Myers-Briggs Personality Types and Identity

Myers-Briggs personality types have been around for a long time, and they've often been used in career planning. I got thinking about them again this week when I saw that MBTI codes were an interesting addition to the FOAF specification. As part of a learning/planning portfolio that you were going to share with others and use as a basis for finding people with similar plans, MBTI could be really cool.

Why do we seem to enjoy taking these assessments that supposedly tell us about ourselves, even though we know the answers beforehand? We seem to like the simplicity of the generalizations these tools spit out. I found the "blindspots" for my type somewhat valuable:
  • Moving your plans from the "thinking" stage to the "doing" stage.
  • Establishing realistic and achievable goals.
  • Appearing overly confident or arrogant to people.
  • Not following through on important details.
  • Avoiding making decisions while you collects even more information.

Second Path

Pathways to Technology profiles students who have gone to community colleges to take technology programs and follows them through to their employment. Although the bias is clear (funded by an association of community colleges), it certainly does give the impression that these programs are hands-on and applicable to the real world. Just seems more relevant than the university route, somehow.

Two guys from my hometown started post-secondary school at the same time -- one in an electrical technology program at Red River College and the other took an electrical engineering degree at a university. The first guy got hired right after finishing the two years, while the second one is finishing up this spring after five years and a huge debt load. They'll likely be doing similar types of work, at least at the entry level. At some point, the guy with the degree will probably make more money, but at what cost?

Standards-Based Education

Evan linked to this teacher's experience in implementing Standards-Based Education. Much of it focuses on the reporting and the confusion of eliminating the familiar letter-grade system, but we're hearing a lot about the importance of academic standards these days -- I need to understand it better.

Pew Personal Publishing Report

Content Creation Online was released yesterday, leading with the claim that "44% of U.S. Internet users have contributed their thoughts and their files to the online world". The demographic profiles of the types of people who contribute the most online content is interesting: the young tech elite blog, share files, chat online and play games at higher rates than any other group, while older creators focus their attention on their personal web sites. Accompanying the report is this nifty breakdown of what the 69 million Americans who use the net each day are actually doing online.

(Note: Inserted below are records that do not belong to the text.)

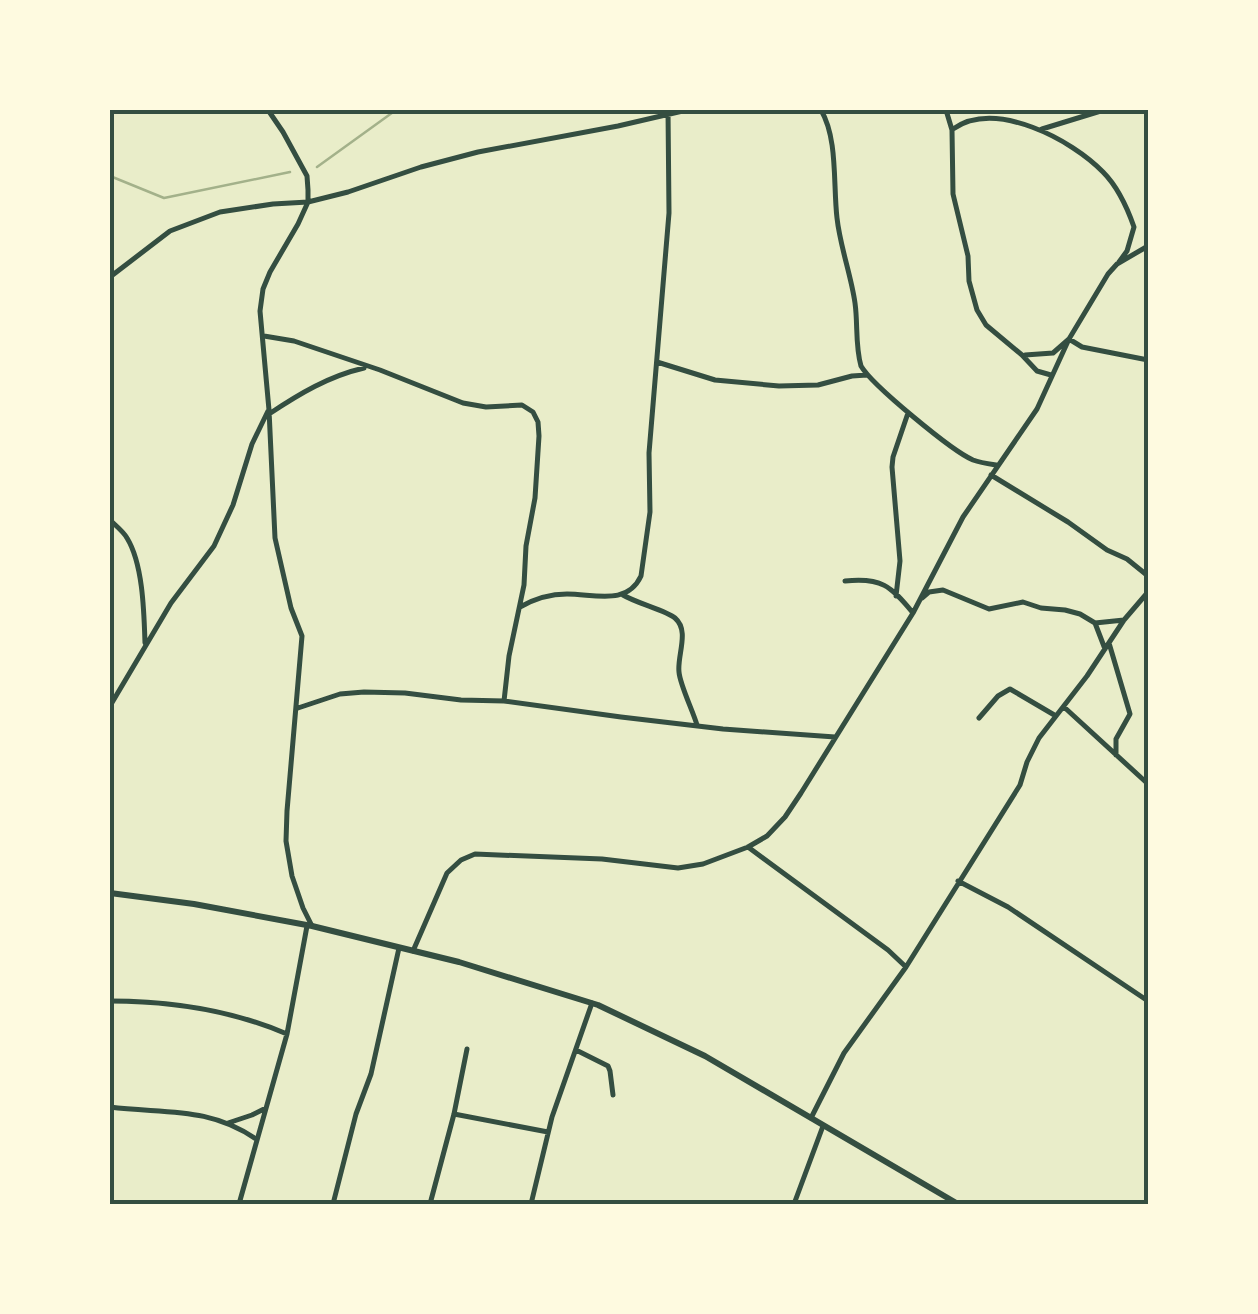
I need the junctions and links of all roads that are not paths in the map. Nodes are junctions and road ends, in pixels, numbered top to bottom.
1 (268, 110) edge
2 (687, 110) edge
3 (821, 110) edge
4 (946, 110) edge
5 (1104, 110) edge
6 (669, 112) edge
7 (952, 130) junction
8 (1040, 130) junction
9 (308, 202) junction
10 (1148, 246) edge
11 (1117, 264) junction
12 (110, 278) edge
13 (263, 336) junction
14 (1069, 339) junction
15 (1022, 355) junction
16 (1148, 360) edge
17 (657, 362) junction
18 (367, 367) junction
19 (867, 375) junction
20 (1052, 375) junction
21 (269, 412) junction
22 (908, 412) junction
23 (997, 465) junction
24 (990, 475) junction
25 (110, 520) edge
26 (1148, 576) edge
27 (845, 580) dead end
28 (1148, 592) edge
29 (623, 595) junction
30 (896, 596) junction
31 (919, 600) junction
32 (520, 607) junction
33 (912, 613) junction
34 (1124, 620) junction
35 (1094, 623) junction
36 (145, 645) junction
37 (1107, 646) junction
38 (504, 701) junction
39 (110, 706) edge
40 (1064, 707) junction
41 (297, 708) junction
42 (1056, 716) junction
43 (979, 718) dead end
44 (697, 726) junction
45 (835, 737) junction
46 (1116, 755) junction
47 (1148, 784) edge
48 (748, 848) junction
49 (958, 881) junction
50 (110, 893) edge
51 (310, 926) junction
52 (400, 948) junction
53 (414, 951) junction
54 (906, 967) junction
55 (110, 1000) edge
56 (1148, 1001) edge
57 (592, 1004) junction
58 (287, 1034) junction
59 (468, 1049) dead end
60 (576, 1050) junction
61 (613, 1095) dead end
62 (110, 1107) edge
63 (266, 1108) junction
64 (454, 1114) junction
65 (811, 1118) junction
66 (228, 1123) junction
67 (823, 1126) junction
68 (548, 1132) junction
69 (256, 1140) junction
70 (239, 1204) edge
71 (333, 1204) edge
72 (430, 1204) edge
73 (531, 1204) edge
74 (794, 1204) edge
75 (958, 1204) edge

1 - 9 street
2 - 6 street
3 - 19 street
4 - 7 street
5 - 8 street
6 - 9 street
6 - 17 street
7 - 8 street
7 - 15 street
8 - 11 street
9 - 12 street
9 - 13 street
10 - 11 street
11 - 14 street
13 - 18 street
13 - 21 street
14 - 15 street
14 - 16 street
14 - 20 street
15 - 20 street
17 - 19 street
17 - 29 street
18 - 21 street
18 - 32 street
19 - 22 street
20 - 23 street
21 - 36 street
21 - 41 street
22 - 23 street
22 - 30 street
23 - 24 street
24 - 26 street
24 - 31 street
25 - 36 street
27 - 30 street
28 - 34 street
29 - 32 street
29 - 44 street
30 - 33 street
31 - 33 street
31 - 35 street
32 - 38 street
33 - 45 street
34 - 35 street
34 - 37 street
35 - 37 street
36 - 39 street
37 - 40 street
37 - 46 street
38 - 41 street
38 - 44 street
40 - 42 street
40 - 46 street
41 - 51 street
42 - 43 street
42 - 49 street
44 - 45 street
45 - 48 street
46 - 47 street
48 - 53 street
48 - 54 street
49 - 54 street
49 - 56 street
50 - 51 street
51 - 52 street
51 - 58 street
52 - 53 street
52 - 71 street
53 - 57 street
54 - 65 street
55 - 58 street
57 - 60 street
57 - 65 street
58 - 63 street
59 - 64 street
60 - 61 street
60 - 68 street
62 - 66 street
63 - 66 street
63 - 69 street
64 - 68 street
64 - 72 street
65 - 67 street
66 - 69 street
67 - 74 street
67 - 75 street
68 - 73 street
69 - 70 street

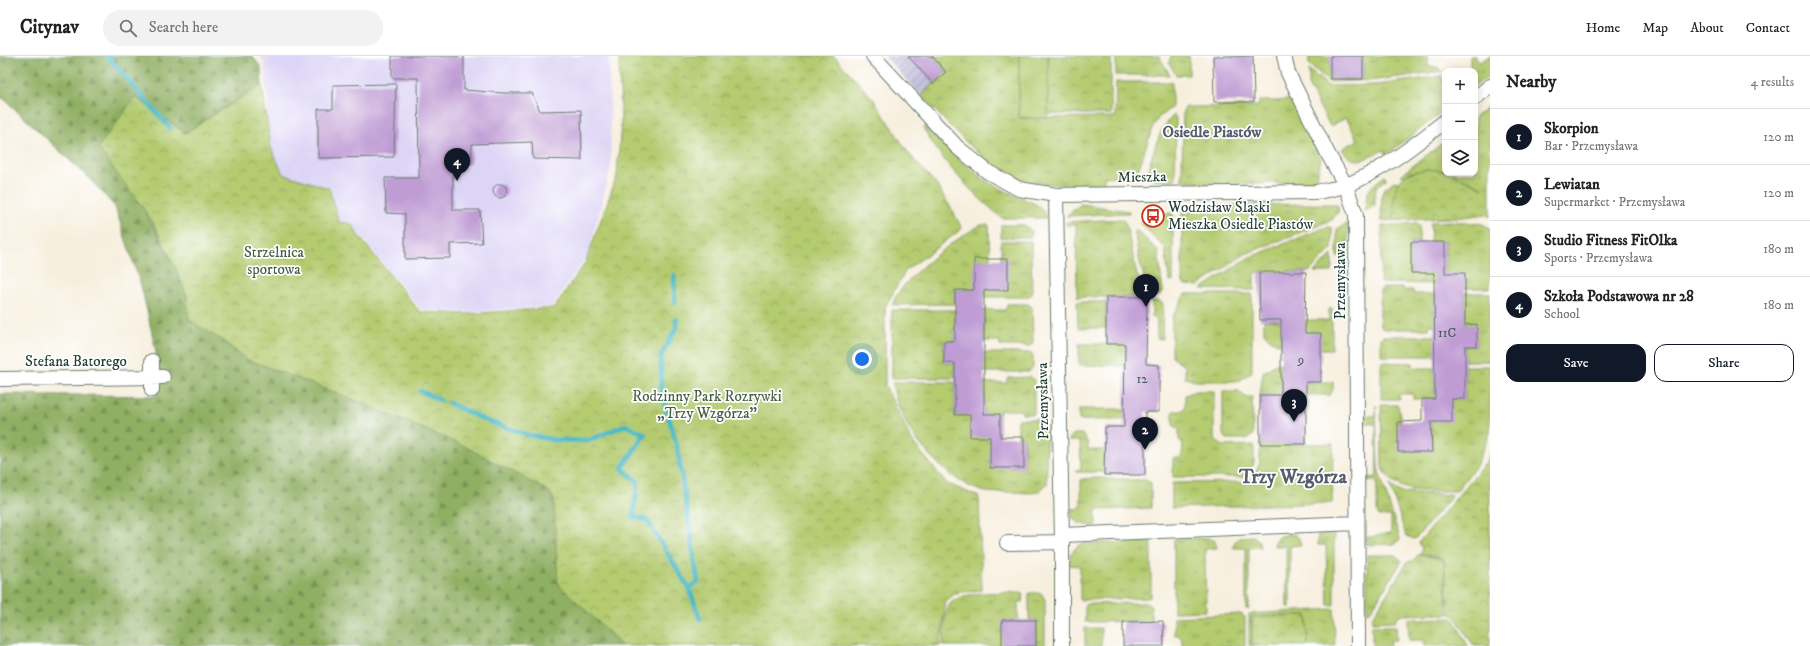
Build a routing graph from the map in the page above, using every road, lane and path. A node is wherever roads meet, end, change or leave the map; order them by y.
1 (873, 56) edge
2 (1284, 56) edge
3 (1490, 86) edge
4 (1478, 96) edge
5 (1442, 123) edge
6 (1346, 186) junction
7 (1056, 195) junction
8 (152, 361) dead end
9 (0, 379) edge
10 (1357, 523) junction
11 (1062, 539) junction
12 (1007, 543) dead end
13 (1062, 646) edge
14 (1358, 646) edge

1 - 7 street, Mieszka
2 - 6 street, Przemysława
3 - 4 street
5 - 6 street, Mieszka
6 - 7 street, Mieszka
6 - 10 street, Przemysława
7 - 11 street, Przemysława
8 - 9 street, Stefana Batorego
10 - 11 street
10 - 14 street, Przemysława
11 - 12 street
11 - 13 street, Przemysława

What Video Games Have to Teach Us About Learning and Literacy?

This somewhat disgruntled review of James Paul Gee's new book has some interesting thoughts about identity and learning:
"Gee argues that the identification with the avatar and the player's agency gives you a completely different experience than in other media. An experience that enhances learning as things becomes relevant and important on a concrete level in the game. It not something you 'just' learn in school more or less, and then move on. Here it is tested and perceived as important. It is also used in different settings and becomes more fully integrated into the student's way of understanding the world."
Although the critique seems to be based on the idea that the focus of the book isn't academic enough, I wouldn't be bothered by that -- it sounds like it would be worth checking out. Found this through Pat Kane, who was recently shocked by Joanne Jacobs' approach to kids, leisure and homework. I regularly disagree with her, but I figure you never learn anything if you only read stuff you agree with.